• **WHAT YOU WILL DO**
Work out how many lines in the records include the word "Gibbs", then answer with nothing but that number.

• **AVAILABLE DATA**
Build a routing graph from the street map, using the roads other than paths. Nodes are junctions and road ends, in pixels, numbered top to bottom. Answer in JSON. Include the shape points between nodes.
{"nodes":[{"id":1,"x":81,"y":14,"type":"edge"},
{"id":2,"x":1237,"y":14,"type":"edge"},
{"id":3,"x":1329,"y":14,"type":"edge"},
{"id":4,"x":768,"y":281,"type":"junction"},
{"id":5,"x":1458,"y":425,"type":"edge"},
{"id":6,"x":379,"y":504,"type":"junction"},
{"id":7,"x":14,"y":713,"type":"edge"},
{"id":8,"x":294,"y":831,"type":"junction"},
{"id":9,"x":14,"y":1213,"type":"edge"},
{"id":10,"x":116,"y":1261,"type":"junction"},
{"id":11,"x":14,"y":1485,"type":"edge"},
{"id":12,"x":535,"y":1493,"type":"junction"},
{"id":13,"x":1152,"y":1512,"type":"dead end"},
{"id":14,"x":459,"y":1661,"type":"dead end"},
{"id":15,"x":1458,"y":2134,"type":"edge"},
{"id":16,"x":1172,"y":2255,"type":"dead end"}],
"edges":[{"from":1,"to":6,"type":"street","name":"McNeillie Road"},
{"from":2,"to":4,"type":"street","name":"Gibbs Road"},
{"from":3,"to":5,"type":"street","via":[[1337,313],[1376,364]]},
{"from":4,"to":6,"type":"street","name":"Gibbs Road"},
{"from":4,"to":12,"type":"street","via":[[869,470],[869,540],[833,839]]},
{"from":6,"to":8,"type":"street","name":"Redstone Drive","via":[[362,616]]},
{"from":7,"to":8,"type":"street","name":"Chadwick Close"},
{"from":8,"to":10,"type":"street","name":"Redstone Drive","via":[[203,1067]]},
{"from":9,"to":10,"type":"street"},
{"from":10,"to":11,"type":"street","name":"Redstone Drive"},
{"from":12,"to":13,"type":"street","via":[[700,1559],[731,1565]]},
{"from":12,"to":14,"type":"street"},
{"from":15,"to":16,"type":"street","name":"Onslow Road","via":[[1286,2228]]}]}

• **EXERCISE SOLUTION**
2